What to work on:
Every line in the data below that has the word "READ" should be returned.

Supplied material:
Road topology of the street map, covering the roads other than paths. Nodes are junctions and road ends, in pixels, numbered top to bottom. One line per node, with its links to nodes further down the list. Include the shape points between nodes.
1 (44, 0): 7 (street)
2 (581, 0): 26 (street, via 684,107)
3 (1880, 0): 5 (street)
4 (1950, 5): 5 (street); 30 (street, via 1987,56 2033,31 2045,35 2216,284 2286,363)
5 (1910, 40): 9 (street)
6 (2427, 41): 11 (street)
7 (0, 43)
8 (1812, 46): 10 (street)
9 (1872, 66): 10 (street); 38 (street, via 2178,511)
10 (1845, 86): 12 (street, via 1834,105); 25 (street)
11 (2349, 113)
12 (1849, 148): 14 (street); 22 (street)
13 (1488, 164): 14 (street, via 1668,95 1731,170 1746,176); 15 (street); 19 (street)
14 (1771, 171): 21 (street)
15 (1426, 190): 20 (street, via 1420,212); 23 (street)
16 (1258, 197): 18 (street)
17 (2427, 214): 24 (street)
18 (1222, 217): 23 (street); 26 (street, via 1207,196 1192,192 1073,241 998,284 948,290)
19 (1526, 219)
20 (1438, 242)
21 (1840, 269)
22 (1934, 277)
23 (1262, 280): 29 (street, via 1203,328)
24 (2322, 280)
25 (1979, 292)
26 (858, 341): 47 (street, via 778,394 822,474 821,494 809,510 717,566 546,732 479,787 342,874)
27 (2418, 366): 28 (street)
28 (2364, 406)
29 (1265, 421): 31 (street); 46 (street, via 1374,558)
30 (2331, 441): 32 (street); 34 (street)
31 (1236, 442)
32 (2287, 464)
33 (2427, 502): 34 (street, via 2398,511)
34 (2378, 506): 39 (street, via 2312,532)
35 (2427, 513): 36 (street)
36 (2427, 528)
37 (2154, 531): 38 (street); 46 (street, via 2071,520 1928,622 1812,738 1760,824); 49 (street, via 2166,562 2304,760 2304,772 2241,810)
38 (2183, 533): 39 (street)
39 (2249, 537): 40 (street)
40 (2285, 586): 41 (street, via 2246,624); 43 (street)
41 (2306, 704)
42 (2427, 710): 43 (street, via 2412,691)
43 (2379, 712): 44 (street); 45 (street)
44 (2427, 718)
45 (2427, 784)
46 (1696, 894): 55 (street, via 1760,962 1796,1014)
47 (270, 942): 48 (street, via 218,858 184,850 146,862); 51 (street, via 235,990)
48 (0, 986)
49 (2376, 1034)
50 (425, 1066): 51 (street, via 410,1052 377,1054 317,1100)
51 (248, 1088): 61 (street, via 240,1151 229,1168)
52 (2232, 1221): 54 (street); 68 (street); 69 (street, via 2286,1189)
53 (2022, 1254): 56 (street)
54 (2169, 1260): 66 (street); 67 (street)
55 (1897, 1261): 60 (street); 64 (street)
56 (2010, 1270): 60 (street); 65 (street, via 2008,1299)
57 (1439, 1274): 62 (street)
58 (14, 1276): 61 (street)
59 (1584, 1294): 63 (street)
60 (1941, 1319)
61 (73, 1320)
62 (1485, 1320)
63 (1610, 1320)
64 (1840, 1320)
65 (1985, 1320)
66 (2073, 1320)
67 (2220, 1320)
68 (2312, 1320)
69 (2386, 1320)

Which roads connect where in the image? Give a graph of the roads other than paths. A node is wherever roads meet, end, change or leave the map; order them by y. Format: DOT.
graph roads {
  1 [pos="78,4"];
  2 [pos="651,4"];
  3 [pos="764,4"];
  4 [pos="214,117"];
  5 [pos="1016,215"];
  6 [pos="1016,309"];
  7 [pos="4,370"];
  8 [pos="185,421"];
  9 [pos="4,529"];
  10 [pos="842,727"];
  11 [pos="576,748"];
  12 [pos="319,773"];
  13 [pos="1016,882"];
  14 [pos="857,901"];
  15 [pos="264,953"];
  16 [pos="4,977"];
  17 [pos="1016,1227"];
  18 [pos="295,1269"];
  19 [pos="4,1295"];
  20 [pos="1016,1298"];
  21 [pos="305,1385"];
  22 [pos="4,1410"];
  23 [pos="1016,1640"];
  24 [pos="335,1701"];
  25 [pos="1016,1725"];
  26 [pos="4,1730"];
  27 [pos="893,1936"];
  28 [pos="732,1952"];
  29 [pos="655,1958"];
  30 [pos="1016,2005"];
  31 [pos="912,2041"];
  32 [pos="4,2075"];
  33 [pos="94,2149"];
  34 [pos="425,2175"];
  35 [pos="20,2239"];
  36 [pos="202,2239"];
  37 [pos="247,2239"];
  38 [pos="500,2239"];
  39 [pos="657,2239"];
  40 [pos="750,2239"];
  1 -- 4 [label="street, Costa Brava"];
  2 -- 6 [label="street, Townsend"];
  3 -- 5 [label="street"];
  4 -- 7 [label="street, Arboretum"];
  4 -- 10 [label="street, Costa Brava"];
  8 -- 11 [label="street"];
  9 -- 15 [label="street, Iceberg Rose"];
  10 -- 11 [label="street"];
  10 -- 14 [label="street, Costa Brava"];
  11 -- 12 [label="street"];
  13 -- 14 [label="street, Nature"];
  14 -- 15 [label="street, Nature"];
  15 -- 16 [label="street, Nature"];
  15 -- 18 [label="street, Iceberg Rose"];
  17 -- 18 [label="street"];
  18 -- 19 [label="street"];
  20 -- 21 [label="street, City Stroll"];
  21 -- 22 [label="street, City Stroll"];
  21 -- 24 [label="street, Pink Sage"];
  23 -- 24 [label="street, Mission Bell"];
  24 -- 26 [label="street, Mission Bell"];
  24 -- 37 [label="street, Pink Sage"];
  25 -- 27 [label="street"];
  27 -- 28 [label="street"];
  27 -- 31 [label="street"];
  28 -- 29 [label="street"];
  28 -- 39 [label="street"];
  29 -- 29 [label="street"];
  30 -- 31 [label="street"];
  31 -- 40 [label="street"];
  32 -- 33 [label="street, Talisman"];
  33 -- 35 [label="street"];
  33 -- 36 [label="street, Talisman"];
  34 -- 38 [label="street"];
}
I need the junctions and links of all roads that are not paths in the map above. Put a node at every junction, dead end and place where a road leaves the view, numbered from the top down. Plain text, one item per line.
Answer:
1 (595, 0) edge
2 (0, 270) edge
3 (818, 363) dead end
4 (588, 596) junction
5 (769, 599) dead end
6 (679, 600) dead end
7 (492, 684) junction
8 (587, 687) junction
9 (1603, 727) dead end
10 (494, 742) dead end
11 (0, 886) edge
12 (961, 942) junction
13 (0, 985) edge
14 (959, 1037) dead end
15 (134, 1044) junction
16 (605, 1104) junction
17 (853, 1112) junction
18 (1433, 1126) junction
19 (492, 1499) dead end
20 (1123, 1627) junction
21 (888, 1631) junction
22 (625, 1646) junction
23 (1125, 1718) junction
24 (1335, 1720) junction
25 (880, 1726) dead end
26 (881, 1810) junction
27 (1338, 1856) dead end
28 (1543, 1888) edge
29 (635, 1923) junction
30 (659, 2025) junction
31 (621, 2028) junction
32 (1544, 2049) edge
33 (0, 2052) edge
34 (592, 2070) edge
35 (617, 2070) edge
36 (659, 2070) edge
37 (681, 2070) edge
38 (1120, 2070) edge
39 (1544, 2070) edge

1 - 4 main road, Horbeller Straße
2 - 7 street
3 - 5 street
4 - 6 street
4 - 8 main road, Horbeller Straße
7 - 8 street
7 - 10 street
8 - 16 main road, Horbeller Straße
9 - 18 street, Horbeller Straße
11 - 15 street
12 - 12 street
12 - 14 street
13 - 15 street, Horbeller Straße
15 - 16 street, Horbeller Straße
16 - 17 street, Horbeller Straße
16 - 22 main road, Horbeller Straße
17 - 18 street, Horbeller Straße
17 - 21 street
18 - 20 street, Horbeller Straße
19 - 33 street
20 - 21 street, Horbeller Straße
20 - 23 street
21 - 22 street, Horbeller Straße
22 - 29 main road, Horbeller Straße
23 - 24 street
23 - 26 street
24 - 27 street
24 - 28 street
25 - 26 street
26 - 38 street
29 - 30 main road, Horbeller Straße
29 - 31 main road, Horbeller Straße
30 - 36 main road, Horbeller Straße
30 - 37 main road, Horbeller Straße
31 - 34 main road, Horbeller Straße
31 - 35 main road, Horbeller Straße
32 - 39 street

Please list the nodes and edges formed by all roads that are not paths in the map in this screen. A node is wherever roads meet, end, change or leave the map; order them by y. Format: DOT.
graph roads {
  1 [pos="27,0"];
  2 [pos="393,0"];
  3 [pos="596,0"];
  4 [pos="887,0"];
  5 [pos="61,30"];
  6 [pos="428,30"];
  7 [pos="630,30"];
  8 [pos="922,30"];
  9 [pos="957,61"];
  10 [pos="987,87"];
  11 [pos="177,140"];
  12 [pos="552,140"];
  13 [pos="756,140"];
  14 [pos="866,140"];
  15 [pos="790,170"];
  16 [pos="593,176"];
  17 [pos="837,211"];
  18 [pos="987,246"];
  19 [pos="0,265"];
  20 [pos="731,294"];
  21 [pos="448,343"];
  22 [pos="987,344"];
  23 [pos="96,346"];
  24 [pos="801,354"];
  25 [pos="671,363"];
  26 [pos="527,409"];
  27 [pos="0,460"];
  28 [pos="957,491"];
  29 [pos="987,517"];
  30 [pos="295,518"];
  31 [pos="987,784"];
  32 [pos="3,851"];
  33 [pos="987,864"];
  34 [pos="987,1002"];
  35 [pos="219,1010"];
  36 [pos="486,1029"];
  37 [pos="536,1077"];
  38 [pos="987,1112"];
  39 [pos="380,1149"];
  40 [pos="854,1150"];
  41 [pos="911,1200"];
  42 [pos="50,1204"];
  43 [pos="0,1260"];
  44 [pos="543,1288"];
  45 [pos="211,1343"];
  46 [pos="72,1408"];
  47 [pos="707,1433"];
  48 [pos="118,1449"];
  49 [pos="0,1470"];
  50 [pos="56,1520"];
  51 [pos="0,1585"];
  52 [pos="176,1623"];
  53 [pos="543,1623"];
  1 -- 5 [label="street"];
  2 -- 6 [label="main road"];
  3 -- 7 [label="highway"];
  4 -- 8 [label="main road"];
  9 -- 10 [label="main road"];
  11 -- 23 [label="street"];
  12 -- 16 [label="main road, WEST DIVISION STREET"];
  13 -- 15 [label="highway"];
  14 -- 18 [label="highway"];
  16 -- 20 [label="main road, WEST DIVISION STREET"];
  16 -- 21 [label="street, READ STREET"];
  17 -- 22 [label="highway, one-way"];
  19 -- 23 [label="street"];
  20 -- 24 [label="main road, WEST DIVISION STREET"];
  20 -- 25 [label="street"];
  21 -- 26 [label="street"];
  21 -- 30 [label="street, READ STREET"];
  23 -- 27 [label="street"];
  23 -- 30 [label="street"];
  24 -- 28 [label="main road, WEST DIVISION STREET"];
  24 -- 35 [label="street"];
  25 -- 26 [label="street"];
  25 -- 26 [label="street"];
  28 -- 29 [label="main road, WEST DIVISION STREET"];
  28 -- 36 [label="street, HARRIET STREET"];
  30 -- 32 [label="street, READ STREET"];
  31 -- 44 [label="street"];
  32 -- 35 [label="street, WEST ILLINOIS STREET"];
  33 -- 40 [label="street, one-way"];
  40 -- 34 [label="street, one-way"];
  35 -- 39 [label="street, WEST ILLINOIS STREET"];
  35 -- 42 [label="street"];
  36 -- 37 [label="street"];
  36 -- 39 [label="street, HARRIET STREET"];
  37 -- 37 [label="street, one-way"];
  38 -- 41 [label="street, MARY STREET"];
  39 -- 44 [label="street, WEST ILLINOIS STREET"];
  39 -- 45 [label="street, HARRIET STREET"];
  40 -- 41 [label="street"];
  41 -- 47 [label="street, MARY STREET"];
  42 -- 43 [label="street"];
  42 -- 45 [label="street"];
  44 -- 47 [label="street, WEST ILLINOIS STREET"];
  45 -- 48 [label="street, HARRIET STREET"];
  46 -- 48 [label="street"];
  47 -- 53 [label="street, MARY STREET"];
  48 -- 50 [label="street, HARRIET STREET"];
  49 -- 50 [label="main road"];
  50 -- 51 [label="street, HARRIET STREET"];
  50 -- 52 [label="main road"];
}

Written response:
  16 -- 21 [label="street, READ STREET"];
  21 -- 30 [label="street, READ STREET"];
  30 -- 32 [label="street, READ STREET"];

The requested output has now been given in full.